Fawkes ↔ External Identity (GitHub OAuth / Vault)

Backstage and ArgoCD authenticate users via GitHub OAuth. Secrets (API keys, DB passwords, image pull secrets) are stored in Vault and synced to Kubernetes Secrets by the External Secrets Operator.

Dependency direction: Platform components → Vault (read). infra/ Terraform provisions Vault; platform/ manifests consume it.


Test Architecture

Layer Location Tool Scope
Bash unit tests tests/bats/unit/ bats-core scripts/lib/ modules (common, flags, validation, prereqs)
Python unit tests tests/unit/ pytest Isolated Python utility functions
BDD scenarios tests/bdd/ pytest-bdd Platform acceptance criteria in business language
Integration tests tests/integration/ pytest / bash Cross-component API and platform checks
Infrastructure tests tests/terratest/ Go / Terratest Terraform module validation
E2E tests tests/e2e/ bash Full platform smoke tests (requires live cluster)

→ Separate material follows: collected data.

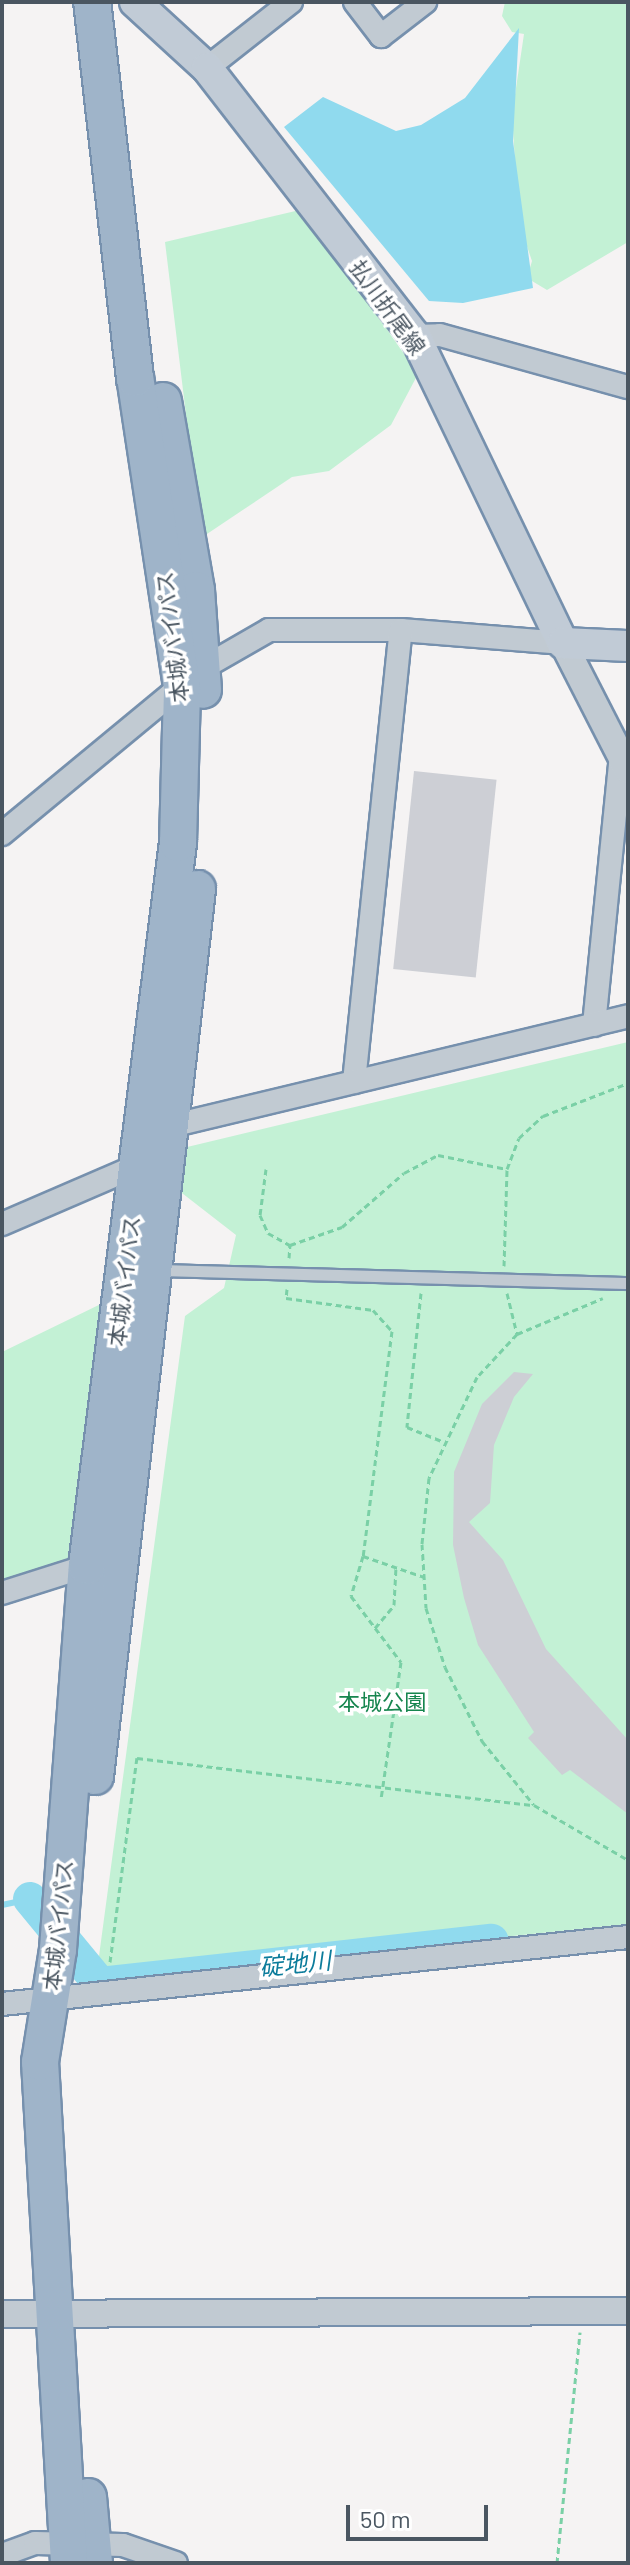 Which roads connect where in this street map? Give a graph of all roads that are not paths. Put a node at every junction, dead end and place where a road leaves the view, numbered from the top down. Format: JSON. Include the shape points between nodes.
{"nodes":[{"id":1,"x":92,"y":2,"type":"edge"},
{"id":2,"x":116,"y":2,"type":"edge"},
{"id":3,"x":135,"y":2,"type":"edge"},
{"id":4,"x":291,"y":2,"type":"edge"},
{"id":5,"x":355,"y":2,"type":"edge"},
{"id":6,"x":425,"y":2,"type":"edge"},
{"id":7,"x":207,"y":68,"type":"junction"},
{"id":8,"x":415,"y":336,"type":"junction"},
{"id":9,"x":628,"y":387,"type":"edge"},
{"id":10,"x":401,"y":630,"type":"junction"},
{"id":11,"x":563,"y":643,"type":"junction"},
{"id":12,"x":628,"y":646,"type":"edge"},
{"id":13,"x":192,"y":678,"type":"junction"},
{"id":14,"x":624,"y":763,"type":"edge"},
{"id":15,"x":2,"y":834,"type":"edge"},
{"id":16,"x":628,"y":1016,"type":"edge"},
{"id":17,"x":594,"y":1025,"type":"junction"},
{"id":18,"x":354,"y":1082,"type":"junction"},
{"id":19,"x":171,"y":1126,"type":"junction"},
{"id":20,"x":139,"y":1165,"type":"junction"},
{"id":21,"x":2,"y":1224,"type":"edge"},
{"id":22,"x":152,"y":1269,"type":"junction"},
{"id":23,"x":628,"y":1283,"type":"edge"},
{"id":24,"x":87,"y":1566,"type":"junction"},
{"id":25,"x":2,"y":1593,"type":"edge"},
{"id":26,"x":71,"y":1911,"type":"junction"},
{"id":27,"x":628,"y":1937,"type":"edge"},
{"id":28,"x":62,"y":2001,"type":"junction"},
{"id":29,"x":2,"y":2004,"type":"edge"},
{"id":30,"x":63,"y":2311,"type":"junction"},
{"id":31,"x":628,"y":2311,"type":"edge"},
{"id":32,"x":2,"y":2314,"type":"edge"},
{"id":33,"x":78,"y":2552,"type":"edge"},
{"id":34,"x":2,"y":2555,"type":"edge"},
{"id":35,"x":176,"y":2563,"type":"edge"}],
"edges":[{"from":1,"to":13,"type":"highway","name":"本城バイパス","via":[[135,378]]},
{"from":2,"to":13,"type":"highway","name":"本城バイパス"},
{"from":3,"to":7,"type":"main road","name":"払川折尾線"},
{"from":4,"to":7,"type":"street"},
{"from":5,"to":6,"type":"street","via":[[381,36]]},
{"from":7,"to":8,"type":"main road","name":"払川折尾線"},
{"from":8,"to":9,"type":"street","via":[[440,335]]},
{"from":8,"to":11,"type":"main road","name":"払川折尾線"},
{"from":10,"to":11,"type":"street"},
{"from":10,"to":13,"type":"street","via":[[269,630]]},
{"from":10,"to":18,"type":"street"},
{"from":11,"to":12,"type":"main road"},
{"from":11,"to":14,"type":"street"},
{"from":13,"to":15,"type":"street"},
{"from":13,"to":19,"type":"highway","name":"本城バイパス","via":[[202,847]]},
{"from":13,"to":20,"type":"highway","name":"本城バイパス"},
{"from":14,"to":17,"type":"street"},
{"from":16,"to":17,"type":"street"},
{"from":17,"to":18,"type":"street"},
{"from":18,"to":19,"type":"street"},
{"from":19,"to":22,"type":"highway","name":"本城バイパス"},
{"from":20,"to":21,"type":"street"},
{"from":20,"to":24,"type":"highway","name":"本城バイパス"},
{"from":22,"to":23,"type":"lane"},
{"from":22,"to":26,"type":"highway","name":"本城バイパス"},
{"from":24,"to":25,"type":"street"},
{"from":24,"to":26,"type":"highway","name":"本城バイパス"},
{"from":26,"to":28,"type":"highway","name":"本城バイパス"},
{"from":26,"to":28,"type":"highway","name":"本城バイパス","via":[[58,1949]]},
{"from":27,"to":28,"type":"street"},
{"from":28,"to":29,"type":"street"},
{"from":28,"to":30,"type":"highway","name":"本城バイパス"},
{"from":30,"to":31,"type":"street"},
{"from":30,"to":32,"type":"street"},
{"from":30,"to":33,"type":"highway","name":"本城バイパス"},
{"from":33,"to":34,"type":"street","via":[[35,2543]]},
{"from":33,"to":35,"type":"street","via":[[123,2545]]}]}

Helper libraries for bats tests live in tests/bats/helpers/:

  • test_helper.bash — project root detection, environment setup/teardown, mock helpers
  • mocks.bash — mock implementations for kubectl, helm, external CLIs

For cross-component change impact, see docs/CHANGE_IMPACT_MAP.md. For public service interfaces, see docs/API_SURFACE.md. For known platform limitations and workarounds, see docs/KNOWN_LIMITATIONS.md.